→ Required work: Once the pictures are set aside, copy everything else in the records exactly.

→ Records for the exercise:
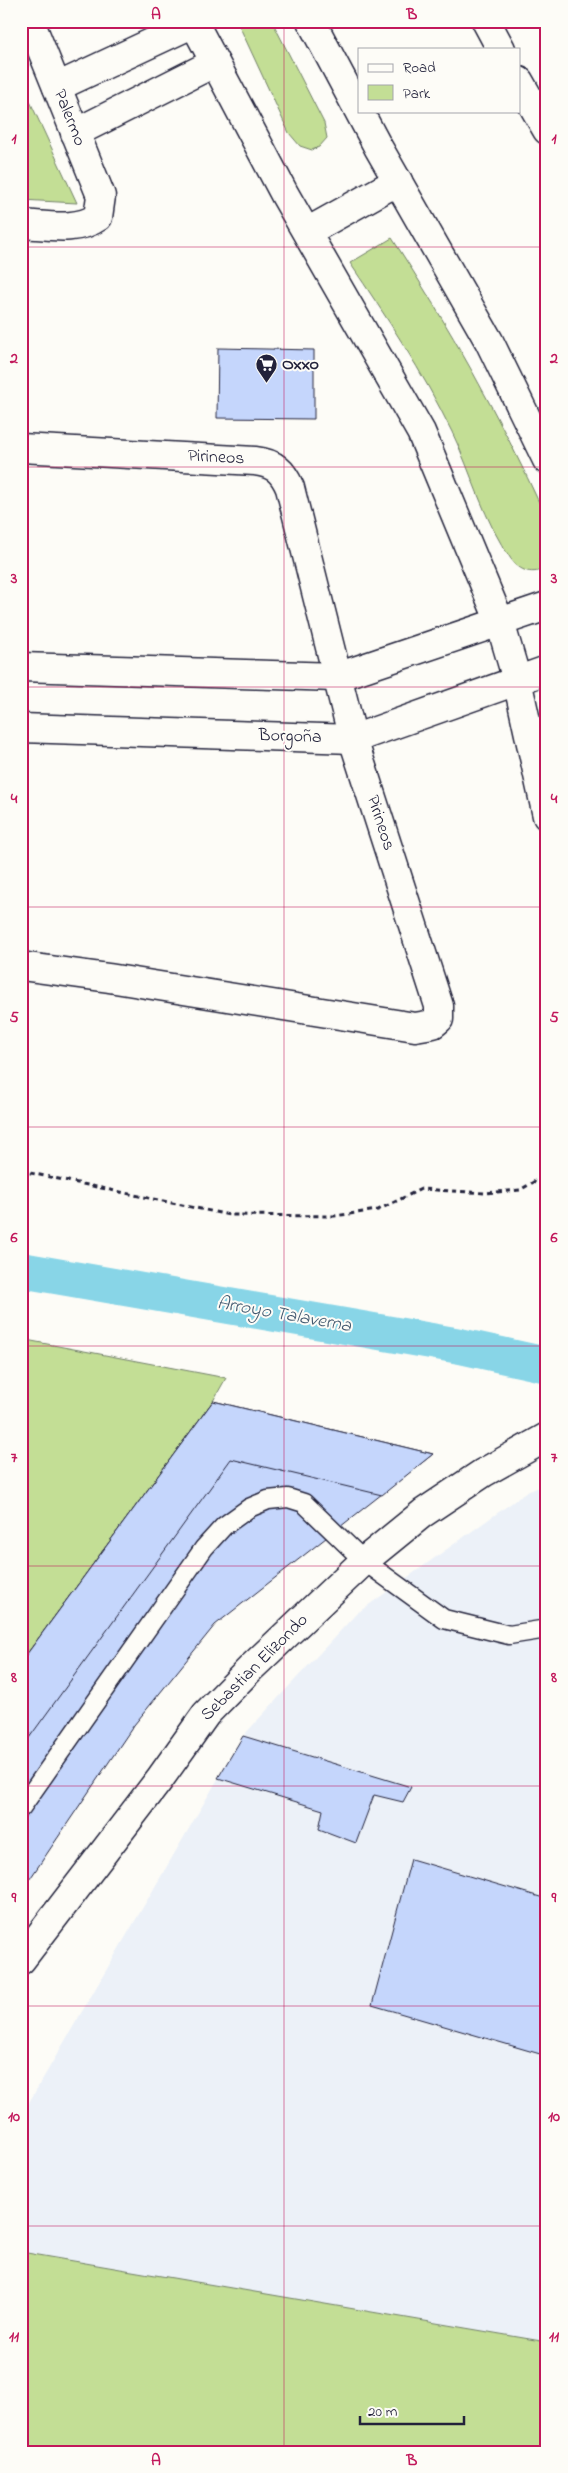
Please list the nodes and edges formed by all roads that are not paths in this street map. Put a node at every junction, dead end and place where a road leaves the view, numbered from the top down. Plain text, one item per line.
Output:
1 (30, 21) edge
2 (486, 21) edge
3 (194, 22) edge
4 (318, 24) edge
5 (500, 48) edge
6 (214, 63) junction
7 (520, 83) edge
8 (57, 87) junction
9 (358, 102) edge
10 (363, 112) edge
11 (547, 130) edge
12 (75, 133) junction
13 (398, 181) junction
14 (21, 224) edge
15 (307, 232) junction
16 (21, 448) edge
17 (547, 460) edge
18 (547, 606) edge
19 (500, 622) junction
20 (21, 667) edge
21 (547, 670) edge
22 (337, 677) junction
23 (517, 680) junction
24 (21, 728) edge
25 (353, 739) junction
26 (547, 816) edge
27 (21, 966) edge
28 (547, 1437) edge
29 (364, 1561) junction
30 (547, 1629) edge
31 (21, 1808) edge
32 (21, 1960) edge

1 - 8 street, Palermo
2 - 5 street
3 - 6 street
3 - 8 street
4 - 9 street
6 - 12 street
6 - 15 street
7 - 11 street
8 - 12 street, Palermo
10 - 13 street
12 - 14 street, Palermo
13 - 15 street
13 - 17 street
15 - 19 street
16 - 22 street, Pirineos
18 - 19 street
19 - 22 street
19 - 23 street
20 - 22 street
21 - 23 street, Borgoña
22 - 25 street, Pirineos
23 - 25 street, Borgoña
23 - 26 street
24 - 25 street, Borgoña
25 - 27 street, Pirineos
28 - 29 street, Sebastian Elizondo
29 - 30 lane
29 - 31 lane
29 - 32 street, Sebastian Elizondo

→ Task result:
Please list the nodes and edges formed by all roads that are not paths in this street map. Put a node at every junction, dead end and place where a road leaves the view, numbered from the top down. Plain text, one item per line.
Output:
1 (30, 21) edge
2 (486, 21) edge
3 (194, 22) edge
4 (318, 24) edge
5 (500, 48) edge
6 (214, 63) junction
7 (520, 83) edge
8 (57, 87) junction
9 (358, 102) edge
10 (363, 112) edge
11 (547, 130) edge
12 (75, 133) junction
13 (398, 181) junction
14 (21, 224) edge
15 (307, 232) junction
16 (21, 448) edge
17 (547, 460) edge
18 (547, 606) edge
19 (500, 622) junction
20 (21, 667) edge
21 (547, 670) edge
22 (337, 677) junction
23 (517, 680) junction
24 (21, 728) edge
25 (353, 739) junction
26 (547, 816) edge
27 (21, 966) edge
28 (547, 1437) edge
29 (364, 1561) junction
30 (547, 1629) edge
31 (21, 1808) edge
32 (21, 1960) edge

1 - 8 street, Palermo
2 - 5 street
3 - 6 street
3 - 8 street
4 - 9 street
6 - 12 street
6 - 15 street
7 - 11 street
8 - 12 street, Palermo
10 - 13 street
12 - 14 street, Palermo
13 - 15 street
13 - 17 street
15 - 19 street
16 - 22 street, Pirineos
18 - 19 street
19 - 22 street
19 - 23 street
20 - 22 street
21 - 23 street, Borgoña
22 - 25 street, Pirineos
23 - 25 street, Borgoña
23 - 26 street
24 - 25 street, Borgoña
25 - 27 street, Pirineos
28 - 29 street, Sebastian Elizondo
29 - 30 lane
29 - 31 lane
29 - 32 street, Sebastian Elizondo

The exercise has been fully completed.